§ Brief:
The lines below, from the one holding "thumb mcp: (602, 357)" through the final line, are to be copied exactly, with no other lines and no pictures.

§ Extracted records:
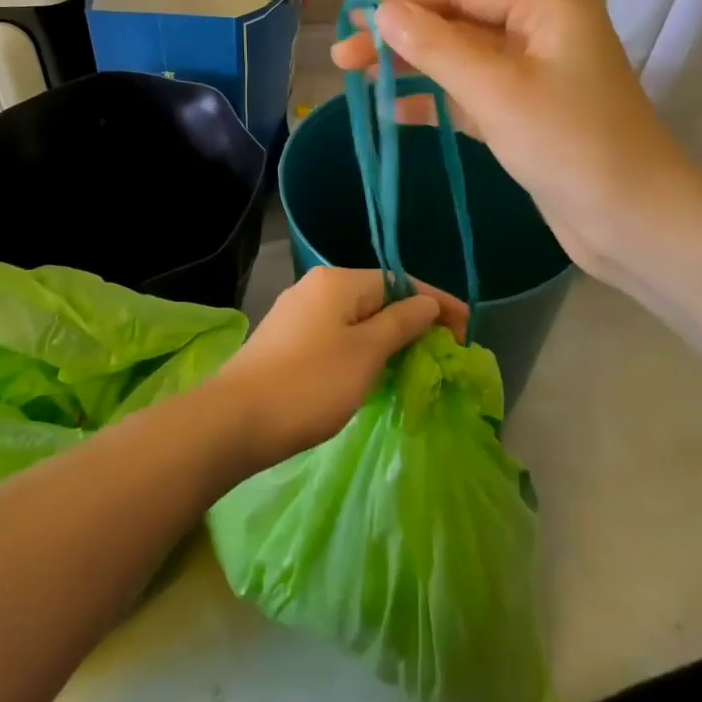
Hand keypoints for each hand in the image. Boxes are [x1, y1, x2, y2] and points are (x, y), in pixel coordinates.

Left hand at [219, 267, 464, 469]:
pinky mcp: (286, 341)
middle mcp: (316, 287)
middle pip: (378, 297)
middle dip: (413, 321)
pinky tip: (372, 372)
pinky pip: (337, 336)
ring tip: (414, 365)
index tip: (468, 330)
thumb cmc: (309, 384)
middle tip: (443, 352)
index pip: (399, 281)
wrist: (234, 420)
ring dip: (388, 338)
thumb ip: (400, 323)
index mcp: (337, 281)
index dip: (437, 303)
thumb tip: (426, 303)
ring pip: (356, 319)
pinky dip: (362, 350)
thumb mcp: (366, 353)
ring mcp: (297, 314)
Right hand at [330, 0, 701, 285]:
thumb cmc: (571, 146)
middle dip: (402, 36)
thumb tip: (382, 13)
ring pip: (461, 59)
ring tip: (358, 79)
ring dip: (413, 67)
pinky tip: (394, 111)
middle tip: (344, 55)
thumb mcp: (497, 91)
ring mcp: (535, 75)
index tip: (356, 15)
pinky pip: (471, 95)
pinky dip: (435, 100)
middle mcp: (542, 32)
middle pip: (458, 21)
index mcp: (547, 9)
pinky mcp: (526, 115)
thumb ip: (437, 48)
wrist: (634, 224)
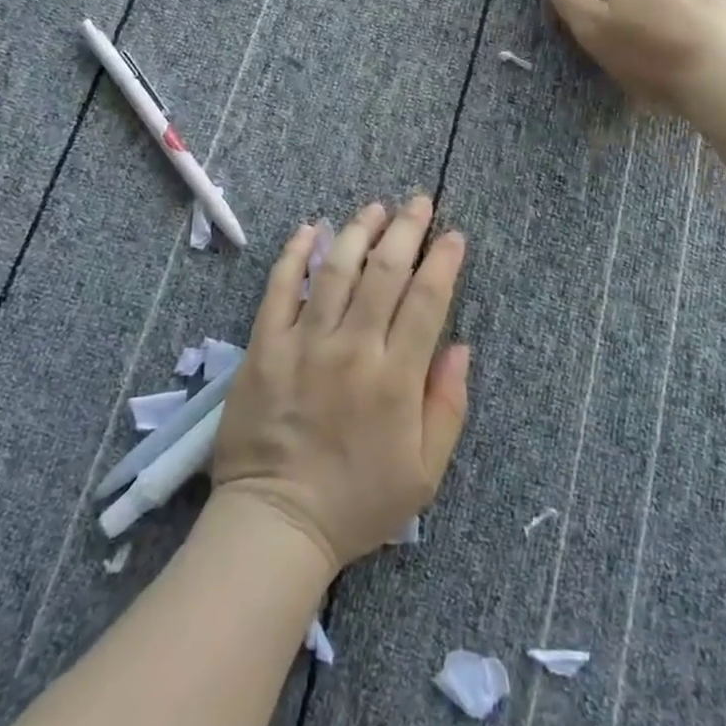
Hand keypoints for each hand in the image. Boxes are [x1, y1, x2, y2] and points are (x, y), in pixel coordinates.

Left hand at [212, 196, 470, 571]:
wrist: (277, 524)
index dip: (444, 261)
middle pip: (385, 273)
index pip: (427, 301)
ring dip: (358, 231)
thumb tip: (460, 347)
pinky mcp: (264, 347)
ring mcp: (304, 344)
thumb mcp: (424, 473)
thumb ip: (447, 406)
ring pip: (336, 271)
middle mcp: (352, 350)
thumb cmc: (357, 502)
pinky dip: (295, 255)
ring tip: (375, 207)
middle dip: (406, 230)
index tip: (454, 235)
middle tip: (419, 202)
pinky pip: (280, 289)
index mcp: (395, 380)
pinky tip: (310, 230)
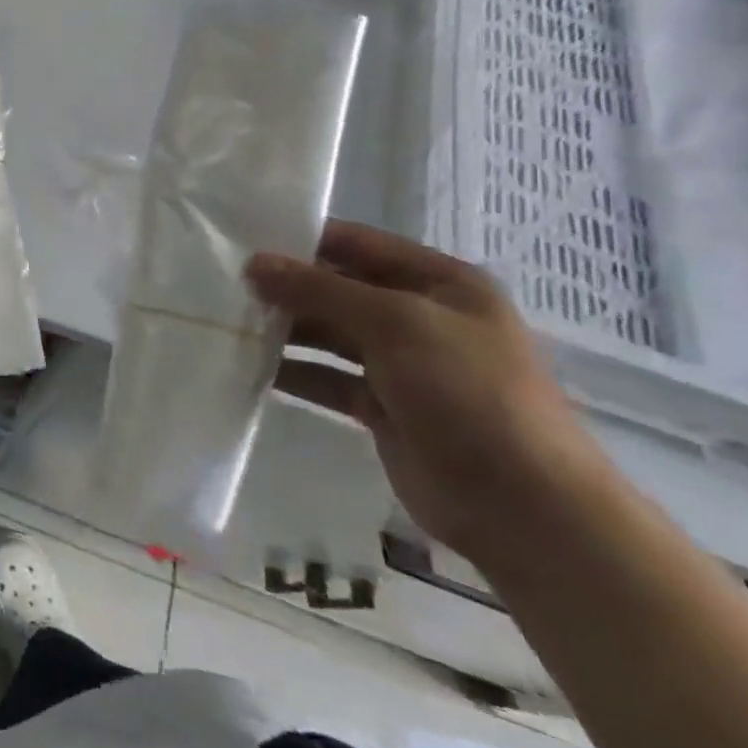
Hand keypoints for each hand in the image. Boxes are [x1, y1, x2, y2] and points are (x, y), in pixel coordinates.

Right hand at [246, 221, 607, 565]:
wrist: (523, 507)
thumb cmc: (469, 393)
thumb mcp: (394, 324)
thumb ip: (319, 290)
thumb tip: (254, 263)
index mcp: (440, 283)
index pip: (358, 244)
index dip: (303, 239)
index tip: (243, 239)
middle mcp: (420, 316)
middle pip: (339, 289)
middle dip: (287, 287)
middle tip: (224, 284)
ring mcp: (402, 364)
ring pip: (329, 334)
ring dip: (285, 329)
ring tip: (229, 322)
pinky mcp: (383, 407)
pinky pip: (327, 377)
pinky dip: (293, 372)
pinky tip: (251, 368)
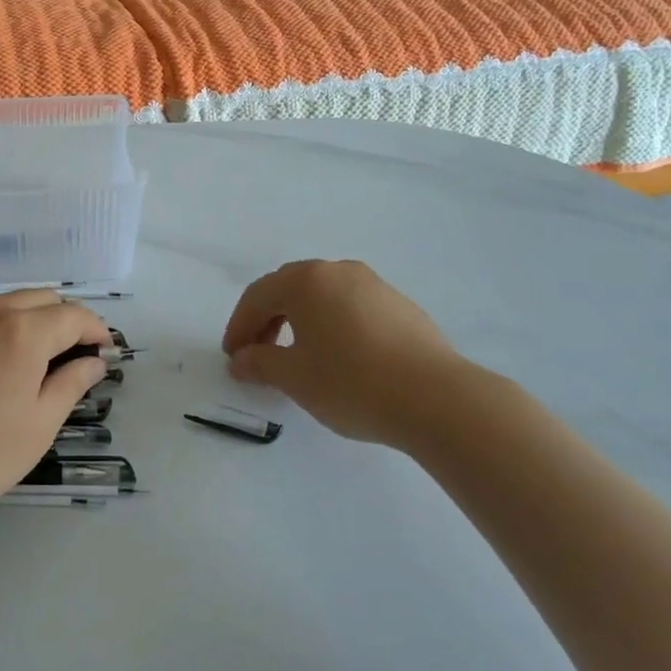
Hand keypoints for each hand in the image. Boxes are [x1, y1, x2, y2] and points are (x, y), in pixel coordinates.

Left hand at [0, 292, 111, 529]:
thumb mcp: (38, 426)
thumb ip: (71, 385)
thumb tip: (93, 362)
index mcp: (23, 331)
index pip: (73, 316)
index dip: (96, 330)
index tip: (105, 352)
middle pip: (40, 299)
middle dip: (65, 321)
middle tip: (73, 359)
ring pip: (5, 305)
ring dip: (30, 322)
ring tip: (33, 364)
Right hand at [221, 259, 492, 447]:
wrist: (437, 398)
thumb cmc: (351, 382)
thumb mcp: (294, 377)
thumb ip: (260, 363)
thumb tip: (242, 359)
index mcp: (305, 281)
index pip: (257, 297)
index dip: (239, 327)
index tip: (233, 358)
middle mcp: (337, 272)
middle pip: (289, 289)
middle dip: (267, 320)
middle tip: (259, 354)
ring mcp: (373, 285)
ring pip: (322, 297)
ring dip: (300, 321)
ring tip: (298, 358)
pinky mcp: (400, 305)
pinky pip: (350, 308)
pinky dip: (332, 325)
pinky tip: (339, 358)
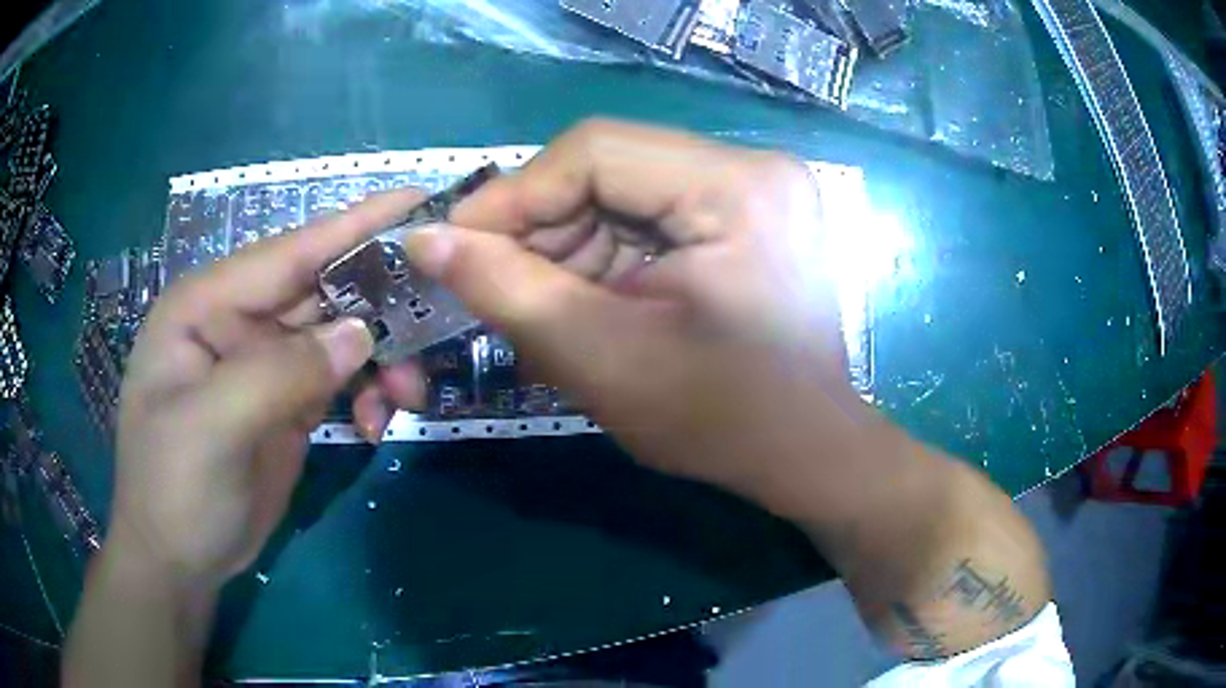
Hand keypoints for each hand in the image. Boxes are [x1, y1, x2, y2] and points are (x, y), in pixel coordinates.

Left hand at [111, 189, 426, 586]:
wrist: (179, 561)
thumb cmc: (174, 490)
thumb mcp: (213, 429)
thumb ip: (281, 373)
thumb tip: (361, 335)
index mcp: (207, 305)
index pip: (290, 252)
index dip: (356, 225)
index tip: (421, 200)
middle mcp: (238, 321)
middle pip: (324, 291)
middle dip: (382, 306)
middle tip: (440, 319)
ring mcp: (264, 363)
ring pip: (340, 337)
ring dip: (381, 360)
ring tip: (407, 397)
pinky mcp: (286, 401)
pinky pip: (341, 380)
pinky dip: (368, 395)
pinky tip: (375, 425)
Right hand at [398, 119, 881, 520]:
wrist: (803, 451)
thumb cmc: (720, 420)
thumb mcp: (602, 357)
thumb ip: (505, 289)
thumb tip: (424, 240)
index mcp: (737, 188)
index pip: (595, 150)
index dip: (514, 195)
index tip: (456, 246)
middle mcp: (754, 167)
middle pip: (609, 165)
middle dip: (542, 227)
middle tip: (500, 286)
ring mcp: (755, 186)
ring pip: (623, 188)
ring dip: (571, 243)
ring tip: (549, 304)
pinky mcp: (746, 211)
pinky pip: (650, 211)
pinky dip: (607, 252)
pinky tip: (594, 299)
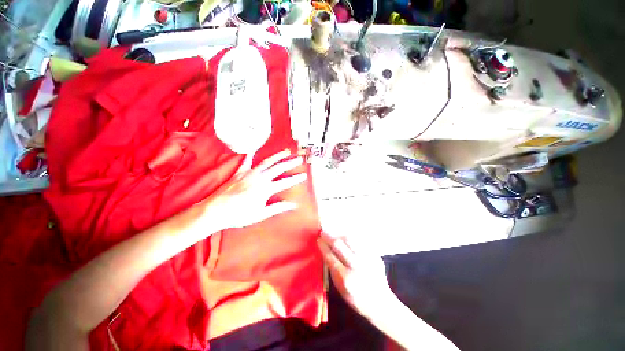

§ Final answer:
thumb mcp: (602, 357)
thumb ip: (505, 289)
thumb tip: (424, 240)
index mcp: (737, 188)
index pip: (595, 150)
index dip: (514, 195)
index tip: (456, 246)
middle mcp: (754, 167)
middle pip: (609, 165)
middle dip: (542, 227)
middle tip: (500, 286)
ring mcp: (755, 186)
ring pip: (623, 188)
ring dip: (571, 243)
ring tip: (549, 304)
pinky mcp: (746, 211)
pinky pip: (650, 211)
pinky dip: (607, 252)
pinky tip: (594, 299)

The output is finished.